Assignment
Can you give all the records again without altering a single character?

Supplied entries

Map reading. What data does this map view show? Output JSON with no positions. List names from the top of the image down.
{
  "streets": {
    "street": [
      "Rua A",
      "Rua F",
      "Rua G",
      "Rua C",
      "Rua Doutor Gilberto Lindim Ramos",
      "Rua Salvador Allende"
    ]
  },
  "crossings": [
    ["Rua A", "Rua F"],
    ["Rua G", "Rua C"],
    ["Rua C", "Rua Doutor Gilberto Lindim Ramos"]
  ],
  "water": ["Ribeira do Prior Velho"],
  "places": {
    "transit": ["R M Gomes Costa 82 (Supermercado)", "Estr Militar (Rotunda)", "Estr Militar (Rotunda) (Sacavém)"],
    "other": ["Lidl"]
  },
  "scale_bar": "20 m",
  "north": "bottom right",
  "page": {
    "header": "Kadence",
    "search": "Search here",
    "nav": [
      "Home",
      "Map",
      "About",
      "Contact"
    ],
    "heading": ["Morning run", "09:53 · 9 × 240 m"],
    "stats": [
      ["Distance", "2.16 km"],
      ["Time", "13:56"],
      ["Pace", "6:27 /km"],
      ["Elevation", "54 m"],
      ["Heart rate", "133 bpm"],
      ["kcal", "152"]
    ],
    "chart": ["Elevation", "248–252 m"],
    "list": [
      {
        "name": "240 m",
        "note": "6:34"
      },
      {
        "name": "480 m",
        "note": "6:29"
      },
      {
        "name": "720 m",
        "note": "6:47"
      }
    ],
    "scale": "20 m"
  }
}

Response area
Map reading. What data does this map view show? Output JSON with no positions. List names from the top of the image down.
{
  "streets": {
    "street": [
      "Rua A",
      "Rua F",
      "Rua G",
      "Rua C",
      "Rua Doutor Gilberto Lindim Ramos",
      "Rua Salvador Allende"
    ]
  },
  "crossings": [
    ["Rua A", "Rua F"],
    ["Rua G", "Rua C"],
    ["Rua C", "Rua Doutor Gilberto Lindim Ramos"]
  ],
  "water": ["Ribeira do Prior Velho"],
  "places": {
    "transit": ["R M Gomes Costa 82 (Supermercado)", "Estr Militar (Rotunda)", "Estr Militar (Rotunda) (Sacavém)"],
    "other": ["Lidl"]
  },
  "scale_bar": "20 m",
  "north": "bottom right",
  "page": {
    "header": "Kadence",
    "search": "Search here",
    "nav": [
      "Home",
      "Map",
      "About",
      "Contact"
    ],
    "heading": ["Morning run", "09:53 · 9 × 240 m"],
    "stats": [
      ["Distance", "2.16 km"],
      ["Time", "13:56"],
      ["Pace", "6:27 /km"],
      ["Elevation", "54 m"],
      ["Heart rate", "133 bpm"],
      ["kcal", "152"]
    ],
    "chart": ["Elevation", "248–252 m"],
    "list": [
      {
        "name": "240 m",
        "note": "6:34"
      },
      {
        "name": "480 m",
        "note": "6:29"
      },
      {
        "name": "720 m",
        "note": "6:47"
      }
    ],
    "scale": "20 m"
  }
}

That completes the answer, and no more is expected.